_DATA TO EXAMINE_

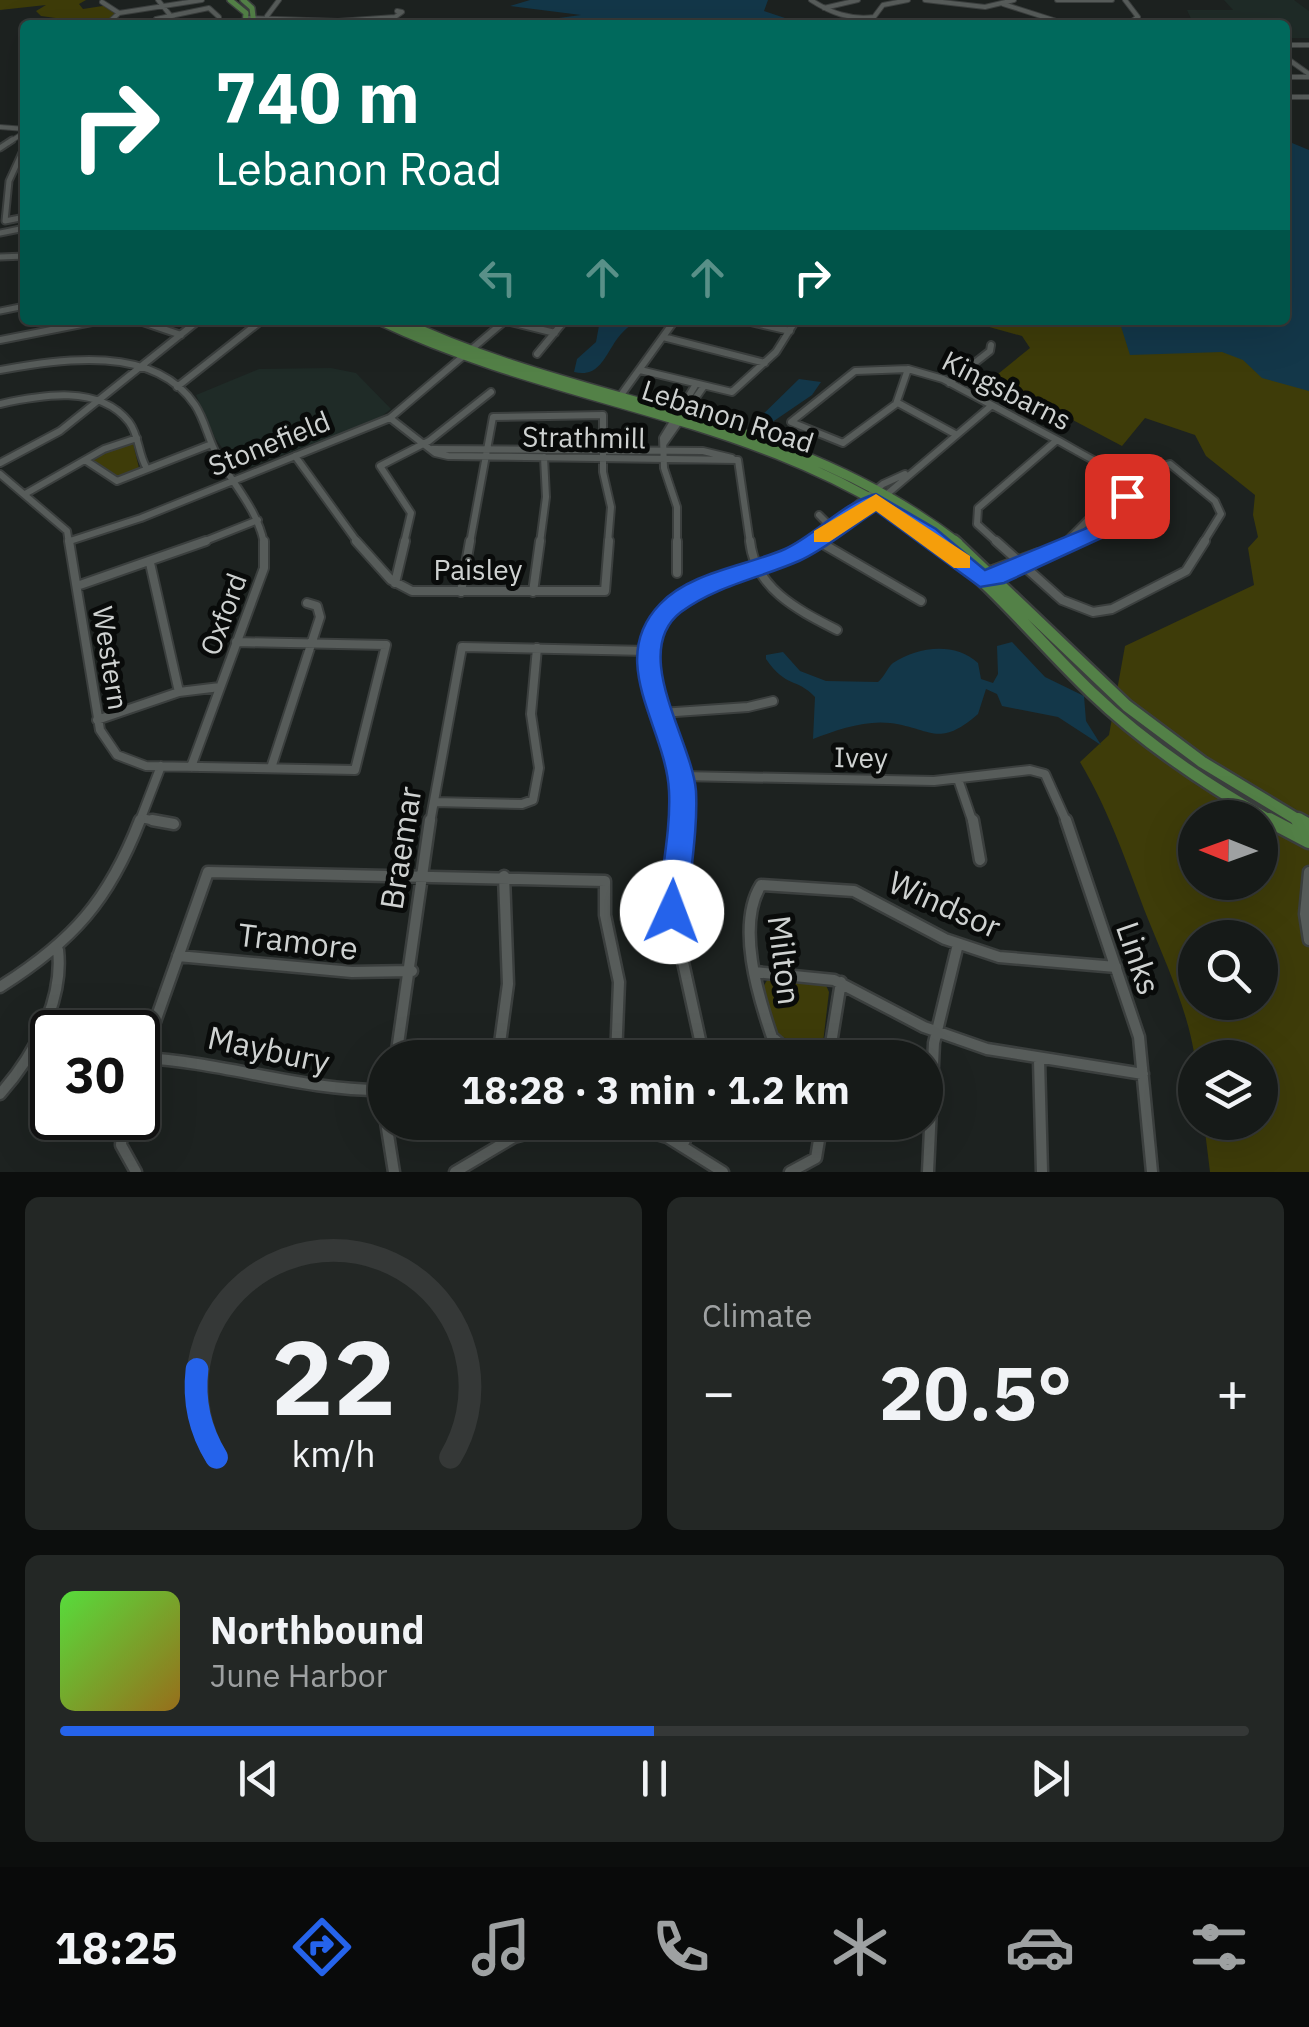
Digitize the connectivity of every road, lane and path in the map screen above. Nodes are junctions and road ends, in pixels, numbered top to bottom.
1 (157, 0) edge
2 (192, 0) edge
3 (202, 0) edge
4 (230, 0) edge
5 (243, 0) edge
6 (280, 0) edge
7 (811, 0) edge
8 (858, 0) edge
9 (908, 0) edge
10 (925, 0) edge
11 (1014, 0) edge
12 (1112, 0) edge
13 (1125, 0) edge
14 (104, 1) edge
15 (946, 1) edge
16 (1057, 1) edge
17 (1092, 1) edge
18 (183, 4) junction
19 (1003, 4) junction
20 (164, 8) junction
21 (824, 8) junction
22 (120, 13) junction
23 (172, 16) junction
24 (268, 16) junction
25 (256, 17) junction
26 (112, 20) edge
27 (163, 20) edge
28 (175, 20) edge
29 (219, 20) edge
30 (245, 20) edge
31 (248, 20) edge
32 (255, 20) edge
33 (316, 20) edge
34 (338, 20) edge
35 (389, 20) edge
36 (1054, 20) edge
37 (1133, 20) edge
38 (20, 157) edge
39 (20, 173) edge
40 (12, 174) junction
41 (20, 218) edge
42 (76, 325) edge
43 (151, 325) edge
44 (193, 325) edge
45 (256, 325) edge
46 (391, 325) edge
47 (407, 325) edge
48 (499, 325) edge
49 (524, 325) edge
50 (562, 325) edge
51 (671, 325) edge
52 (764, 325) edge
53 (793, 325) edge
54 (790, 331) junction
55 (555, 333) junction
56 (181, 335) junction
57 (662, 337) junction
58 (0, 340) edge
59 (991, 345) dead end
60 (537, 354) dead end
61 (464, 356) junction
62 (765, 362) junction
63 (140, 369) junction
64 (908, 369) junction
65 (0, 370) edge
66 (640, 370) junction
67 (949, 383) junction
68 (700, 385) junction
69 (177, 387) junction
70 (491, 392) dead end
71 (621, 396) junction
72 (96, 403) junction
73 (898, 403) junction
74 (0, 404) edge
75 (991, 406) junction
76 (680, 416) junction
77 (390, 418) junction
78 (955, 434) junction
79 (137, 438) junction
80 (1057, 440) junction
81 (424, 444) junction
82 (209, 446) junction
83 (664, 452) junction
84 (486, 454) junction
85 (544, 455) junction
86 (604, 455) junction
87 (295, 456) junction
88 (85, 460) junction
89 (738, 460) junction
90 (0, 463) edge
91 (146, 468) junction
92 (1124, 473) junction
93 (0, 474) edge
94 (1137, 474) junction
95 (234, 481) junction
96 (1116, 492) junction
97 (25, 494) junction
98 (876, 495) junction
99 (1127, 496) junction
100 (819, 514) dead end
101 (1090, 515) junction
102 (258, 520) junction
103 (1108, 528) junction
104 (833, 529) junction
105 (817, 540) junction
106 (70, 541) junction
107 (1065, 542) junction
108 (1052, 549) junction
109 (1017, 558) junction
110 (400, 561) junction
111 (1006, 562) junction
112 (150, 563) junction
113 (1025, 565) junction
114 (382, 570) junction
115 (758, 570) junction
116 (1014, 570) junction
117 (677, 573) dead end
118 (989, 575) junction
119 (395, 583) junction
120 (77, 586) junction
121 (461, 592) junction
122 (533, 592) junction
123 (921, 601) dead end
124 (308, 602) dead end
125 (837, 630) dead end
126 (236, 642) junction
127 (312, 644) junction
128 (537, 648) junction
129 (648, 650) junction
130 (220, 687) junction
131 (179, 692) junction
132 (773, 701) dead end
133 (661, 713) junction
134 (97, 720) junction
135 (161, 766) junction
136 (191, 767) junction
137 (271, 768) junction
138 (1040, 771) joint
139 (681, 776) junction
140 (958, 779) junction
141 (434, 802) junction
142 (141, 818) junction
143 (174, 824) dead end
144 (1309, 826) edge
145 (1309, 841) edge
146 (980, 860) dead end
147 (1309, 872) edge
148 (420, 875) junction
149 (504, 876) junction
150 (755, 889) joint
151 (1309, 940) edge
152 (958, 944) junction
153 (58, 950) junction
154 (178, 956) junction
155 (1116, 967) junction
156 (412, 971) junction
157 (755, 972) junction
158 (841, 982) junction
159 (0, 987) edge
160 (159, 1010) edge
161 (936, 1032) junction
162 (399, 1040) edge
163 (500, 1040) edge
164 (617, 1040) edge
165 (700, 1040) edge
166 (776, 1040) edge
167 (832, 1040) edge
168 (1038, 1060) junction
169 (160, 1062) edge
170 (1144, 1074) junction
171 (368, 1091) edge
172 (0, 1094) edge
173 (121, 1140) edge
174 (389, 1140) edge
175 (668, 1140) edge
176 (685, 1140) edge
177 (819, 1140) edge
178 (504, 1141) edge
179 (683, 1145) junction
180 (136, 1172) edge
181 (394, 1172) edge
182 (454, 1172) edge
183 (723, 1172) edge
184 (790, 1172) edge
185 (928, 1172) edge
186 (1042, 1172) edge
187 (1152, 1172) edge

1 - 20 street
2 - 18 street
3 - 18 street
4 - 30 main road
5 - 25 main road
6 - 24 street
7 - 21 street
8 - 21 street
9 - 21 street
10 - 15 street
11 - 19 street
12 - 17 street
13 - 37 street
14 - 22 street
15 - 19 street
16 - 17 street
18 - 20 street
19 - 36 street
20 - 22 street
20 - 23 street
22 - 26 street
23 - 27 street
23 - 28 street
23 - 29 street
24 - 25 street
24 - 33 street
25 - 31 street
25 - 32 main road
34 - 35 street
38 - 40 street
39 - 40 street
40 - 41 street
42 - 58 street
43 - 56 street
44 - 56 street
45 - 69 street
46 - 61 main road, Lebanon Road
47 - 61 main road, Lebanon Road
48 - 61 street, Stonefield
49 - 55 street
50 - 55 street
51 - 57 street
52 - 54 street
53 - 54 street
54 - 62 street
55 - 60 street
56 - 63 street
57 - 62 street
57 - 66 street
59 - 67 street
61 - 71 main road, Lebanon Road
61 - 76 main road, Lebanon Road
61 - 77 street, Stonefield
62 - 68 street
63 - 65 street
63 - 69 street
63 - 72 street
64 - 67 street, Kingsbarns
64 - 73 street
64 - 73 street, Kingsbarns
66 - 68 street
66 - 71 street
67 - 75 street, Kingsbarns
68 - 76 street
69 - 82 street, Oxford
70 - 81 street
71 - 76 main road, Lebanon Road
72 - 74 street
72 - 79 street
72 - 90 street
73 - 78 street
75 - 78 street
75 - 80 street, Kingsbarns
76 - 83 street
76 - 98 main road, Lebanon Road
77 - 81 street, Strathmill
77 - 87 street, Stonefield
78 - 98 street
79 - 88 street
79 - 91 street
80 - 92 street, Kingsbarns
80 - 109 street
81 - 84 street, Strathmill
81 - 110 street
82 - 91 street
82 - 95 street, Oxford
83 - 86 street, Strathmill
83 - 89 street, Strathmill
83 - 89 street, Strathmill
83 - 117 street
84 - 85 street, Strathmill
84 - 86 street
84 - 121 street
85 - 86 street, Strathmill
85 - 122 street
86 - 122 street, Paisley
87 - 95 street, Stonefield
87 - 114 street, Paisley
88 - 91 street
88 - 97 street
89 - 115 street
92 - 94 street, Kingsbarns
92 - 96 street
93 - 97 street
94 - 99 street
94 - 113 street, Kingsbarns
95 - 102 street, Oxford
95 - 106 street, Stonefield
96 - 99 street
96 - 101 street
97 - 106 street
98 - 104 street
98 - 118 main road, Lebanon Road
99 - 103 street
100 - 104 street
101 - 103 street
101 - 107 street
102 - 112 street
102 - 126 street, Oxford
103 - 107 street
104 - 105 street
105 - 115 street
105 - 123 street
106 - 120 street, Western
107 - 108 street
108 - 109 street
108 - 113 street
109 - 111 street
109 - 113 street
110 - 114 street
110 - 119 street
111 - 116 street
111 - 118 street
112 - 120 street
112 - 131 street
113 - 116 street
114 - 119 street, Paisley
115 - 125 street
115 - 129 street
116 - 118 street
118 - 144 main road, Lebanon Road
118 - 145 main road, Lebanon Road
119 - 121 street, Paisley
120 - 134 street, Western
121 - 122 street, Paisley
124 - 127 street
126 - 127 street
126 - 130 street, Oxford
127 - 137 street
127 - 137 street, Western
128 - 129 street
128 - 141 street, Braemar
128 - 141 street
129 - 133 street
130 - 131 street
130 - 136 street, Oxford
131 - 134 street
132 - 133 street
133 - 139 street
134 - 135 street, Western
135 - 136 street, Western
135 - 142 street
136 - 137 street, Western
138 - 140 street, Ivey
138 - 155 street, Links
139 - 140 street, Ivey
139 - 165 street
140 - 146 street
141 - 148 street, Braemar
142 - 143 street
142 - 153 street
147 - 151 street
148 - 149 street
148 - 154 street
148 - 156 street, Braemar
149 - 163 street
149 - 164 street
150 - 152 street, Windsor
150 - 157 street, Milton
152 - 155 street, Windsor
152 - 161 street
153 - 159 street
153 - 172 street
154 - 156 street, Tramore
154 - 160 street
155 - 170 street, Links
156 - 162 street, Braemar
157 - 158 street
157 - 166 street, Milton
158 - 161 street
158 - 167 street
161 - 168 street
161 - 185 street
168 - 170 street
168 - 186 street
169 - 171 street, Maybury
170 - 187 street, Links
173 - 180 street
174 - 181 street
175 - 179 street
176 - 179 street
177 - 184 street
178 - 182 street
179 - 183 street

_WHAT YOU WILL DO_
Which lines hold the word "Oxford"? Return all of them from the records above.

_RESULT BELOW_
69 - 82 street, Oxford
82 - 95 street, Oxford
95 - 102 street, Oxford
102 - 126 street, Oxford
126 - 130 street, Oxford
130 - 136 street, Oxford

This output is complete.